Professor Lloyd G. Adu Amoah, Associate Professor of Political Science at the University of Ghana, has called for a critical reassessment of Africa’s engagement with China within the evolving international political economy.
He questioned the depth of Africa-China relations, describing the partnership as “heavy on form and very light on substance.”
Prof Amoah made the call when he delivered the first of the 2026 J.B. Danquah Memorial Lectures organised by the Ghana Academy of Arts and Sciences (GAAS) in Accra on Tuesday.
The lecture, on the theme “Africa-China Relations: Partnership, Peonage, Pawnage, and Possibilities?” examined the evolution of Africa-China ties and their implications for industrialisation, foreign direct investment and power relations.
Prof Amoah said the lecture sought to “critically re-examine Africa-China entanglement in the light of imagining a new reality in the international political economy.”
He traced Africa-China relations through three phases. The first, from the 1940s to the mid-1960s, was ideologically driven and rooted in shared anti-imperialist sentiments.

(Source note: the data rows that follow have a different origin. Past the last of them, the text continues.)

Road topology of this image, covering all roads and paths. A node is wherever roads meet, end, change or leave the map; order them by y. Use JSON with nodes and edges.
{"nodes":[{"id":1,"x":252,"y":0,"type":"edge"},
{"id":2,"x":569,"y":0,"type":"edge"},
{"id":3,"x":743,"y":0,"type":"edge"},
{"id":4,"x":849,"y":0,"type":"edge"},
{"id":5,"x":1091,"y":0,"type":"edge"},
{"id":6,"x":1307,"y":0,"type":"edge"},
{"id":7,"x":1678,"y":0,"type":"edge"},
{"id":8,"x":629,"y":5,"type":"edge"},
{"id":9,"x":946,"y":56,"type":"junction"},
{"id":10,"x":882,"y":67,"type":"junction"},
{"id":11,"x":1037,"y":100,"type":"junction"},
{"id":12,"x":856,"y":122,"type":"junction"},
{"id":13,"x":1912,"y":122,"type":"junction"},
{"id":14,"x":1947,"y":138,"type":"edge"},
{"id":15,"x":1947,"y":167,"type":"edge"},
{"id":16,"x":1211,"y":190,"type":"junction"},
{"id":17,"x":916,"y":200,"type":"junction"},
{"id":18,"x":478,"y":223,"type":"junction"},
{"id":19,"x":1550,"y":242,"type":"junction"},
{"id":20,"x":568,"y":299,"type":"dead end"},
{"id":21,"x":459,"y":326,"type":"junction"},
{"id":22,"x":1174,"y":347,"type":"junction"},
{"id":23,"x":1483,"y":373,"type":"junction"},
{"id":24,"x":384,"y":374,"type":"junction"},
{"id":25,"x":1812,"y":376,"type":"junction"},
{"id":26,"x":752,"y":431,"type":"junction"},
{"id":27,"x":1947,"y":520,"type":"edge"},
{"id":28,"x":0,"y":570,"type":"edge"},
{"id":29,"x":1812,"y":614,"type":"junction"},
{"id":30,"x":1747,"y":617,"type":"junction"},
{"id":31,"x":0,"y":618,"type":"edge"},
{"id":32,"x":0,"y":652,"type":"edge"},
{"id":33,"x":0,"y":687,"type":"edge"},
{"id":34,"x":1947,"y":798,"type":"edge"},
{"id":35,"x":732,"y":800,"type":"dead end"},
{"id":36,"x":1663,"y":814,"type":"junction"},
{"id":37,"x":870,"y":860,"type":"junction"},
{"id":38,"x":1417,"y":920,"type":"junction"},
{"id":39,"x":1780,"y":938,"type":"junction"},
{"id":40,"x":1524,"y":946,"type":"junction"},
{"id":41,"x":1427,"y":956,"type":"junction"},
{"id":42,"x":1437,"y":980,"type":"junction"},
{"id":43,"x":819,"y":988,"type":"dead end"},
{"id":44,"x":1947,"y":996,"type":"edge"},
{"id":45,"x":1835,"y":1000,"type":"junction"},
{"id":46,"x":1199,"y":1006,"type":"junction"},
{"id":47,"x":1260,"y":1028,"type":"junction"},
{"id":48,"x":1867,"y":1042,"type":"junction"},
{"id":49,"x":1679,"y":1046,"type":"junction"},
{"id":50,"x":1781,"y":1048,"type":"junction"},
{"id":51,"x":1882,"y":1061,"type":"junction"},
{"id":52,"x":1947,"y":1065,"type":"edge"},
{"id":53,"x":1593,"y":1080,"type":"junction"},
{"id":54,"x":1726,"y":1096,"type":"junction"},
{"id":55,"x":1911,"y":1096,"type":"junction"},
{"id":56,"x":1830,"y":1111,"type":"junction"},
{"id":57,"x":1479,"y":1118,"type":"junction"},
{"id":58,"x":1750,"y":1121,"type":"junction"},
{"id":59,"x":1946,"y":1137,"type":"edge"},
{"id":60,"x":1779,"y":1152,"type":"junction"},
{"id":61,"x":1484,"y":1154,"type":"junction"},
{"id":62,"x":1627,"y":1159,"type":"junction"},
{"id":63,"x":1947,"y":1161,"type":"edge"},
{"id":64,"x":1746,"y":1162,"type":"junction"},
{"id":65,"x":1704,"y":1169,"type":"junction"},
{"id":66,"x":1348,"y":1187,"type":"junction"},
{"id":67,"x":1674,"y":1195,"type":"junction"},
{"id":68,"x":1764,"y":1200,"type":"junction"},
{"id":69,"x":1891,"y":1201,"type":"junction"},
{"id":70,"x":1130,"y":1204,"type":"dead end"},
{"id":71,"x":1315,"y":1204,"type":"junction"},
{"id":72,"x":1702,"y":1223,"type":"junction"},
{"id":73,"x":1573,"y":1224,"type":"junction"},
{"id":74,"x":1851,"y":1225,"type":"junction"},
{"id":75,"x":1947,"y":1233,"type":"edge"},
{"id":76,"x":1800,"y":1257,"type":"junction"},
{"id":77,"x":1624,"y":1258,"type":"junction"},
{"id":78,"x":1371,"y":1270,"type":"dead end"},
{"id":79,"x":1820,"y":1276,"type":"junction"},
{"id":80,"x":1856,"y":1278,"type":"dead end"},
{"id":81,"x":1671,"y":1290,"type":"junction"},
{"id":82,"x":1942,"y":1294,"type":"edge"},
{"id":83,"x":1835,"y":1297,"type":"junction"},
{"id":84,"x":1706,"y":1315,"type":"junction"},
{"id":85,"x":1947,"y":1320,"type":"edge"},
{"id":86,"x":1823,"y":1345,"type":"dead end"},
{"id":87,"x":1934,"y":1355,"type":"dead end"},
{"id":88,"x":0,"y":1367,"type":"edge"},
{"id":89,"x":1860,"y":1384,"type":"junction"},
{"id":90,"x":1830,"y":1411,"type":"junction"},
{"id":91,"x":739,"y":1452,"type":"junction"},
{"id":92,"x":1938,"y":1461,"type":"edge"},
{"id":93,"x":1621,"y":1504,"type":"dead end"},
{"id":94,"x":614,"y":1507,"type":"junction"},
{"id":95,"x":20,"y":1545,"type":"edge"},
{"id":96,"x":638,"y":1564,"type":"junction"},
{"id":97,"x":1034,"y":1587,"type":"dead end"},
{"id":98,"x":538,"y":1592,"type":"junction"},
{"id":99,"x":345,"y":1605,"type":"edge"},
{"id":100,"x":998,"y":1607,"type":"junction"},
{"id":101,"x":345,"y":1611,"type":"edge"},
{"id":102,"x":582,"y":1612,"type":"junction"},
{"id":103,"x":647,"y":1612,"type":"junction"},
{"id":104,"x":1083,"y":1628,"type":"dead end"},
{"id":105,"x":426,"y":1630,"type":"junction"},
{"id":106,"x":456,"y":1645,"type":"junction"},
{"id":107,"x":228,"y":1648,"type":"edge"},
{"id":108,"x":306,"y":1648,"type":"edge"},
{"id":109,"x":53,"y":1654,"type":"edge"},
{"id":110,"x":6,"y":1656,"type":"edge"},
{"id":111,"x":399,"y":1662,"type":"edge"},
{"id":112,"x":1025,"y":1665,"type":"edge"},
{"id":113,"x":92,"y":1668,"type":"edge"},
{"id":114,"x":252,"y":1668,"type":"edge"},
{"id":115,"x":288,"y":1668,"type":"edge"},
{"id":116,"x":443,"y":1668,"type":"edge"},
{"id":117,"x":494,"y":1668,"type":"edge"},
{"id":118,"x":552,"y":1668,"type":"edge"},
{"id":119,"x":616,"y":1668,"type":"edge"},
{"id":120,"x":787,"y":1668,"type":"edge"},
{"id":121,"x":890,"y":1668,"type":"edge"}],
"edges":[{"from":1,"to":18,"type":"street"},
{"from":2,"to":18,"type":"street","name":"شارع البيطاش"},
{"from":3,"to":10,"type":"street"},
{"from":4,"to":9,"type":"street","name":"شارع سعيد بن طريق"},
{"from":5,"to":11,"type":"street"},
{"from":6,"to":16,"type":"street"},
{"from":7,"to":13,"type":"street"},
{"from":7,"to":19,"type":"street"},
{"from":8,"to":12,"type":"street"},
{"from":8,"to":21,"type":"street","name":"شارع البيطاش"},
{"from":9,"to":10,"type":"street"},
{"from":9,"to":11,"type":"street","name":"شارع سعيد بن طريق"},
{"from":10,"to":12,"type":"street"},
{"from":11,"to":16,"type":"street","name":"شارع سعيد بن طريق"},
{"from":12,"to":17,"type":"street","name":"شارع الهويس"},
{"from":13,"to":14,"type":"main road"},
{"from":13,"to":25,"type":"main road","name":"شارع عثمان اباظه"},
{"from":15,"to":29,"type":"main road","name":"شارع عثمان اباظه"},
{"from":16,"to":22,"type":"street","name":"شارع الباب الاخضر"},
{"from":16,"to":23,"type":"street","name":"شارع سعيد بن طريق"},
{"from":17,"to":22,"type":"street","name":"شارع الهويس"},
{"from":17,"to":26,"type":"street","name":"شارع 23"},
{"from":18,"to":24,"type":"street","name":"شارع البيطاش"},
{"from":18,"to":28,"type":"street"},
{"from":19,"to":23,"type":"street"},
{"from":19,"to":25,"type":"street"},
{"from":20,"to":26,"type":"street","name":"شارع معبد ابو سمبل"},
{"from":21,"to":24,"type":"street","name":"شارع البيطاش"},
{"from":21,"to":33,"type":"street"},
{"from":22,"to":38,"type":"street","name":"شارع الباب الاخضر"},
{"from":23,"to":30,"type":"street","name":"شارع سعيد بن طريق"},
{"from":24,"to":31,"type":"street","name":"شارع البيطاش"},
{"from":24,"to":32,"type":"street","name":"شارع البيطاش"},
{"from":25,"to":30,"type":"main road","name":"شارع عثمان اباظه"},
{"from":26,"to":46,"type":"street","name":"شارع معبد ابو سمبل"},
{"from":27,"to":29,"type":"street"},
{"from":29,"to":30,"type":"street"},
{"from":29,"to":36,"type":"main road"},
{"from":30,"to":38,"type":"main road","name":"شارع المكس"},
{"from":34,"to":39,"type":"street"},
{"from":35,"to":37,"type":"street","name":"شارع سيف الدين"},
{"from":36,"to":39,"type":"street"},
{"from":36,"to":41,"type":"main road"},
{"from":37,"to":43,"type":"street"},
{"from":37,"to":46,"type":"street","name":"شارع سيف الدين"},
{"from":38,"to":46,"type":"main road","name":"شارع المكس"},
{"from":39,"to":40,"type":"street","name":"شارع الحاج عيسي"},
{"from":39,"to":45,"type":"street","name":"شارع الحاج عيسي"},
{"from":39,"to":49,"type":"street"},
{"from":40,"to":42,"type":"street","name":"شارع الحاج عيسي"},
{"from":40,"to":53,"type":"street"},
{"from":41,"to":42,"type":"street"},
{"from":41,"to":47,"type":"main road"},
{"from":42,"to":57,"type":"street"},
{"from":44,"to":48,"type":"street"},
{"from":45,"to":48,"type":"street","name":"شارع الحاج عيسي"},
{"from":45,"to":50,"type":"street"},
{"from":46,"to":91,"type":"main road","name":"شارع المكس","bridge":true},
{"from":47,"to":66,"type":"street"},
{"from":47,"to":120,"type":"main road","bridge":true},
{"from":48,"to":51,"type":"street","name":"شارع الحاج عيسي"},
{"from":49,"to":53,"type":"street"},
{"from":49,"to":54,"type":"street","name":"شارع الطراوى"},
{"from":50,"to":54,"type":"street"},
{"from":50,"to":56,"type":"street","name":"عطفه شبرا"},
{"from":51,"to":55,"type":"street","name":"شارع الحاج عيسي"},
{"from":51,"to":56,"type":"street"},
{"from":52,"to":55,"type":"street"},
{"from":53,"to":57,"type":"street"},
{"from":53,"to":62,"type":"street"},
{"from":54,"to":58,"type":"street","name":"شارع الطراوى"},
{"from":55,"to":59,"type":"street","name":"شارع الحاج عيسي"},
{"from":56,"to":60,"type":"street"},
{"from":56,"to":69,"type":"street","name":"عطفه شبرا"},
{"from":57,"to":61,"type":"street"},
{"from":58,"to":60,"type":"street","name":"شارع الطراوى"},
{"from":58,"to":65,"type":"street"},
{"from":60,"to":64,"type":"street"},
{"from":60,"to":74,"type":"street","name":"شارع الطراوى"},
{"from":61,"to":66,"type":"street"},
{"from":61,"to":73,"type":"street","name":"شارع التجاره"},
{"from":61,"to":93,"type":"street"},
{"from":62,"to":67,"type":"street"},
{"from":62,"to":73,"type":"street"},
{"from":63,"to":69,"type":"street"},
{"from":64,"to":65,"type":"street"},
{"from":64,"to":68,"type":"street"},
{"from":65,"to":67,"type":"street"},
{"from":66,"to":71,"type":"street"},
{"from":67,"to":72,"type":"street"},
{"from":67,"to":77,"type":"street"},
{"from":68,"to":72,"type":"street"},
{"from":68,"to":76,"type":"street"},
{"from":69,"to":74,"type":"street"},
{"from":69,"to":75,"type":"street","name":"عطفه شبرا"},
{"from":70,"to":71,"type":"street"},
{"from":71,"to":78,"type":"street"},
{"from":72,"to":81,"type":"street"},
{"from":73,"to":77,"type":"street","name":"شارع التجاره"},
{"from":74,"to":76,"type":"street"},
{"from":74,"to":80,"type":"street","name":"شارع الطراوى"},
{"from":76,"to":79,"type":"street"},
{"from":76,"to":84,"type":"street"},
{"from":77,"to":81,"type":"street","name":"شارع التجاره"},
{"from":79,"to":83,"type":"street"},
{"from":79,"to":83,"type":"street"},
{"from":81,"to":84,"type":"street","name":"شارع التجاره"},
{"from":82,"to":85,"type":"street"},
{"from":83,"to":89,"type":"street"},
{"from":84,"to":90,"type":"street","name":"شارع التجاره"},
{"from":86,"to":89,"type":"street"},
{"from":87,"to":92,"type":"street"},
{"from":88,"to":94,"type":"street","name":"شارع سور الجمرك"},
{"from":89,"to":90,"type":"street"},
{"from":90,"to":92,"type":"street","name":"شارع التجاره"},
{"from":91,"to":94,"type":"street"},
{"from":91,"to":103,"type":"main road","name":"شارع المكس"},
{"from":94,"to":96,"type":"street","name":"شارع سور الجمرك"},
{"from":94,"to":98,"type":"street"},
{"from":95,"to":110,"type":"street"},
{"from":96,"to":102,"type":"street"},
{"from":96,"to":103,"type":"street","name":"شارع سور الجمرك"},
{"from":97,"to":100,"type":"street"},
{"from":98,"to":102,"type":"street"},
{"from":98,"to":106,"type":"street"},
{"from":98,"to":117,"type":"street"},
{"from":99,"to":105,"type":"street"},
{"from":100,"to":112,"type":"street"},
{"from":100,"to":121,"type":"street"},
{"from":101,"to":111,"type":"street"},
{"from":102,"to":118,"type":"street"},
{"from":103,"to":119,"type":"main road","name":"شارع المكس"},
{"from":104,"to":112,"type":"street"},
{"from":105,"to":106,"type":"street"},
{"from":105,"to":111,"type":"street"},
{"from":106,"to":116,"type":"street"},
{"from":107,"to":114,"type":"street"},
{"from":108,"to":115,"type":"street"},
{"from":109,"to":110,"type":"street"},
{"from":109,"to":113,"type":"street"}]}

Prof Amoah cited the construction of the TAZARA Railway as a concrete expression of early solidarity and noted that Ghana established diplomatic relations with China on July 5, 1960, under the administration of Dr Kwame Nkrumah.
The second phase, spanning the 1980s to the end of the 20th century, saw the ideological rationale scaled down and overlaid by resource and power considerations, as China sought to consolidate its global standing.
Prof Amoah referenced the establishment of the Forum on China-Africa Cooperation (FOCAC) in 2000 as a key institutional development that formalised continent-wide engagement.
He said the third phase, beginning around 2011 when China became the world’s second-largest economy, was marked by China’s “obsession with the maintenance of its new superpower state.”
On economic engagement, Prof Adu Amoah said Africa’s long-standing aspiration for industrialisation had not significantly advanced despite decades of engagement with China.
Quoting research by African scholars, he said surges in commodity demand from China “may lock African countries in the traditional commodities export sector and result in diminished manufacturing export opportunities.”
Prof Amoah noted that only 11.5 per cent of Africa’s workforce was employed in industry, unchanged from three decades ago.
He also observed that China’s FDI inflows into Africa remained relatively small as a percentage of its global stock, standing at 4.4 per cent in 2021, and were concentrated mainly in resource-rich countries and sectors such as mining and construction.
Prof Adu Amoah said: “The so-called Africa-China partnership from the get-go seems to have proved a quiet, vapid one, heavy on form and very light on substance.”
He urged Ghana, given its historic and intellectual position on the continent, to play a leading role in reconstructing Africa-China relations to prioritise genuine industrial transformation and balanced engagement.
The J.B. Danquah Memorial Lectures are organised annually by GAAS in honour of Dr Joseph Boakye Danquah, scholar, lawyer and one of the leading figures in Ghana’s independence movement.
The series provides a platform for distinguished scholars and public intellectuals to address major national and international issues.